EXERCISE ->
Every line of the data below should be repeated exactly, and no picture should be copied.

BEGIN INFORMATION

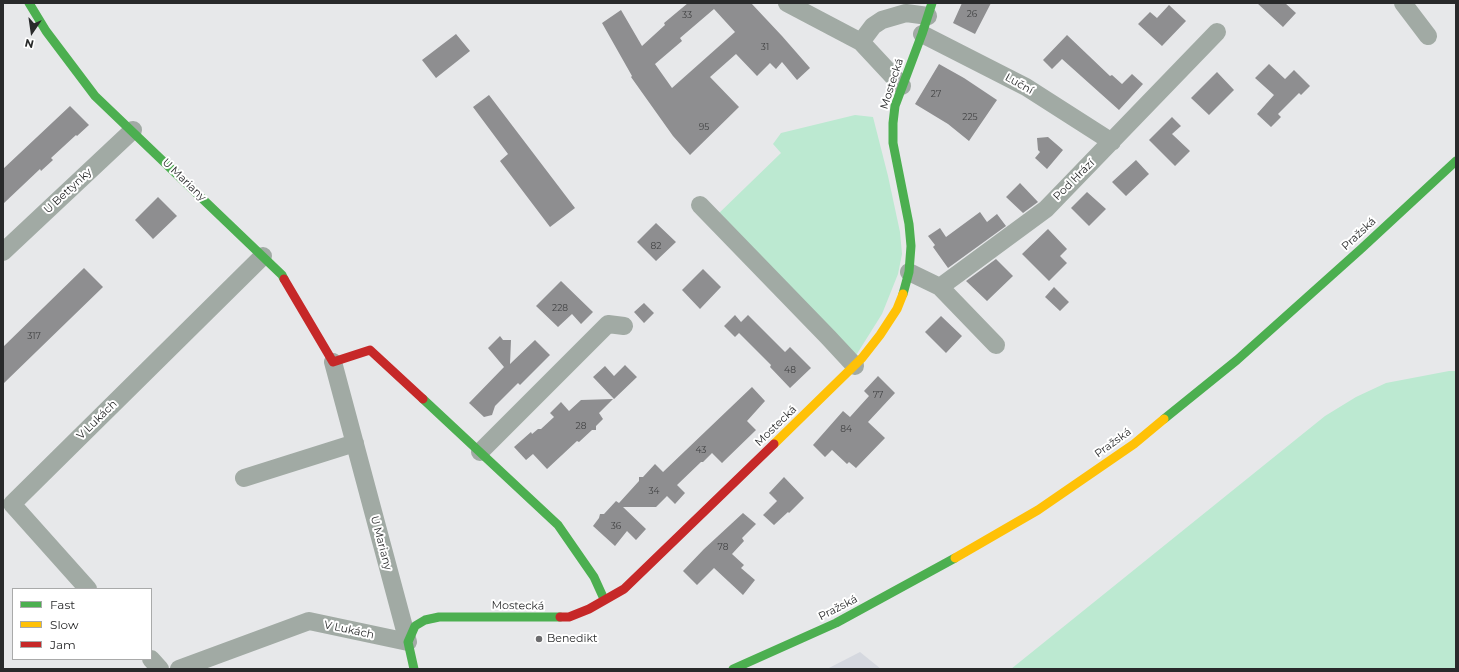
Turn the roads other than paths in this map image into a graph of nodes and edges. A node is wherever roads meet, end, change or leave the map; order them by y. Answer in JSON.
{"nodes":[{"id":1,"x":29,"y":3,"type":"edge"},
{"id":2,"x":787,"y":3,"type":"edge"},
{"id":3,"x":1404,"y":3,"type":"edge"},
{"id":4,"x":930,"y":10,"type":"edge"},
{"id":5,"x":1217,"y":32,"type":"dead end"},
{"id":6,"x":922,"y":34,"type":"junction"},
{"id":7,"x":1428,"y":36,"type":"dead end"},
{"id":8,"x":860,"y":42,"type":"junction"},
{"id":9,"x":902,"y":86,"type":"junction"},
{"id":10,"x":133,"y":130,"type":"junction"},
{"id":11,"x":1112,"y":142,"type":"junction"},
{"id":12,"x":1456,"y":161,"type":"edge"},
{"id":13,"x":700,"y":205,"type":"dead end"},
{"id":14,"x":3,"y":252,"type":"edge"},
{"id":15,"x":264,"y":256,"type":"junction"},
{"id":16,"x":909,"y":272,"type":"junction"},
{"id":17,"x":940,"y":287,"type":"junction"},
{"id":18,"x":624,"y":326,"type":"dead end"},
{"id":19,"x":996,"y":345,"type":"dead end"},
{"id":20,"x":333,"y":362,"type":"junction"},
{"id":21,"x":855,"y":366,"type":"junction"},
{"id":22,"x":354,"y":443,"type":"junction"},
{"id":23,"x":480,"y":452,"type":"junction"},
{"id":24,"x":244,"y":478,"type":"dead end"},
{"id":25,"x":87,"y":588,"type":"edge"},
{"id":26,"x":604,"y":599,"type":"junction"},
{"id":27,"x":408,"y":642,"type":"junction"},
{"id":28,"x":152,"y":660,"type":"edge"},
{"id":29,"x":160,"y":669,"type":"edge"},
{"id":30,"x":180,"y":669,"type":"edge"},
{"id":31,"x":414,"y":669,"type":"edge"},
{"id":32,"x":733,"y":669,"type":"edge"}],
"edges":[{"from":1,"to":10,"type":"street","name":"U Mariany"},
{"from":2,"to":8,"type":"street"},
{"from":3,"to":7,"type":"street"},
{"from":4,"to":6,"type":"street","name":"Mostecká"},
{"from":4,"to":8,"type":"street"},
{"from":5,"to":11,"type":"street","name":"Pod Hrází"},
{"from":6,"to":9,"type":"street","name":"Mostecká"},
{"from":6,"to":11,"type":"street","name":"Luční"},
{"from":8,"to":9,"type":"street"},
{"from":9,"to":16,"type":"street","name":"Mostecká"},
{"from":10,"to":14,"type":"street","name":"U Bettynky"},
{"from":10,"to":15,"type":"street","name":"U Mariany"},
{"from":11,"to":17,"type":"street","name":"Pod Hrází"},
{"from":12,"to":32,"type":"street","name":"Pražská"},
{"from":13,"to":21,"type":"street"},
{"from":15,"to":20,"type":"street","name":"U Mariany"},
{"from":15,"to":25,"type":"street","name":"V Lukách"},
{"from":16,"to":17,"type":"street"},
{"from":16,"to":21,"type":"street","name":"Mostecká"},
{"from":17,"to":19,"type":"street"},
{"from":18,"to":23,"type":"street"},
{"from":20,"to":22,"type":"street","name":"U Mariany"},
{"from":20,"to":23,"type":"street"},
{"from":21,"to":26,"type":"street","name":"Mostecká"},
{"from":22,"to":24,"type":"street"},
{"from":22,"to":27,"type":"street","name":"U Mariany"},
{"from":23,"to":26,"type":"street"},
{"from":26,"to":27,"type":"street","name":"Mostecká"},
{"from":27,"to":30,"type":"street","name":"V Lukách"},
{"from":27,"to":31,"type":"street"},
{"from":28,"to":29,"type":"street"}]}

END INFORMATION

WRITTEN ANSWER ->
Turn the roads other than paths in this map image into a graph of nodes and edges. A node is wherever roads meet, end, change or leave the map; order them by y. Answer in JSON.
{"nodes":[{"id":1,"x":29,"y":3,"type":"edge"},
{"id":2,"x":787,"y":3,"type":"edge"},
{"id":3,"x":1404,"y":3,"type":"edge"},
{"id":4,"x":930,"y":10,"type":"edge"},
{"id":5,"x":1217,"y":32,"type":"dead end"},
{"id":6,"x":922,"y":34,"type":"junction"},
{"id":7,"x":1428,"y":36,"type":"dead end"},
{"id":8,"x":860,"y":42,"type":"junction"},
{"id":9,"x":902,"y":86,"type":"junction"},
{"id":10,"x":133,"y":130,"type":"junction"},
{"id":11,"x":1112,"y":142,"type":"junction"},
{"id":12,"x":1456,"y":161,"type":"edge"},
{"id":13,"x":700,"y":205,"type":"dead end"},
{"id":14,"x":3,"y":252,"type":"edge"},
{"id":15,"x":264,"y":256,"type":"junction"},
{"id":16,"x":909,"y":272,"type":"junction"},
{"id":17,"x":940,"y":287,"type":"junction"},
{"id":18,"x":624,"y":326,"type":"dead end"},
{"id":19,"x":996,"y":345,"type":"dead end"},
{"id":20,"x":333,"y":362,"type":"junction"},
{"id":21,"x":855,"y":366,"type":"junction"},
{"id":22,"x":354,"y":443,"type":"junction"},
{"id":23,"x":480,"y":452,"type":"junction"},
{"id":24,"x":244,"y":478,"type":"dead end"},
{"id":25,"x":87,"y":588,"type":"edge"},
{"id":26,"x":604,"y":599,"type":"junction"},
{"id":27,"x":408,"y":642,"type":"junction"},
{"id":28,"x":152,"y":660,"type":"edge"},
{"id":29,"x":160,"y":669,"type":"edge"},
{"id":30,"x":180,"y":669,"type":"edge"},
{"id":31,"x":414,"y":669,"type":"edge"},
{"id":32,"x":733,"y":669,"type":"edge"}],
"edges":[{"from":1,"to":10,"type":"street","name":"U Mariany"},
{"from":2,"to":8,"type":"street"},
{"from":3,"to":7,"type":"street"},
{"from":4,"to":6,"type":"street","name":"Mostecká"},
{"from":4,"to":8,"type":"street"},
{"from":5,"to":11,"type":"street","name":"Pod Hrází"},
{"from":6,"to":9,"type":"street","name":"Mostecká"},
{"from":6,"to":11,"type":"street","name":"Luční"},
{"from":8,"to":9,"type":"street"},
{"from":9,"to":16,"type":"street","name":"Mostecká"},
{"from":10,"to":14,"type":"street","name":"U Bettynky"},
{"from":10,"to":15,"type":"street","name":"U Mariany"},
{"from":11,"to":17,"type":"street","name":"Pod Hrází"},
{"from":12,"to":32,"type":"street","name":"Pražská"},
{"from":13,"to":21,"type":"street"},
{"from":15,"to":20,"type":"street","name":"U Mariany"},
{"from":15,"to":25,"type":"street","name":"V Lukách"},
{"from":16,"to":17,"type":"street"},
{"from":16,"to":21,"type":"street","name":"Mostecká"},
{"from":17,"to":19,"type":"street"},
{"from":18,"to":23,"type":"street"},
{"from":20,"to":22,"type":"street","name":"U Mariany"},
{"from":20,"to":23,"type":"street"},
{"from":21,"to":26,"type":"street","name":"Mostecká"},
{"from":22,"to":24,"type":"street"},
{"from":22,"to":27,"type":"street","name":"U Mariany"},
{"from":23,"to":26,"type":"street"},
{"from":26,"to":27,"type":"street","name":"Mostecká"},
{"from":27,"to":30,"type":"street","name":"V Lukách"},
{"from":27,"to":31,"type":"street"},
{"from":28,"to":29,"type":"street"}]}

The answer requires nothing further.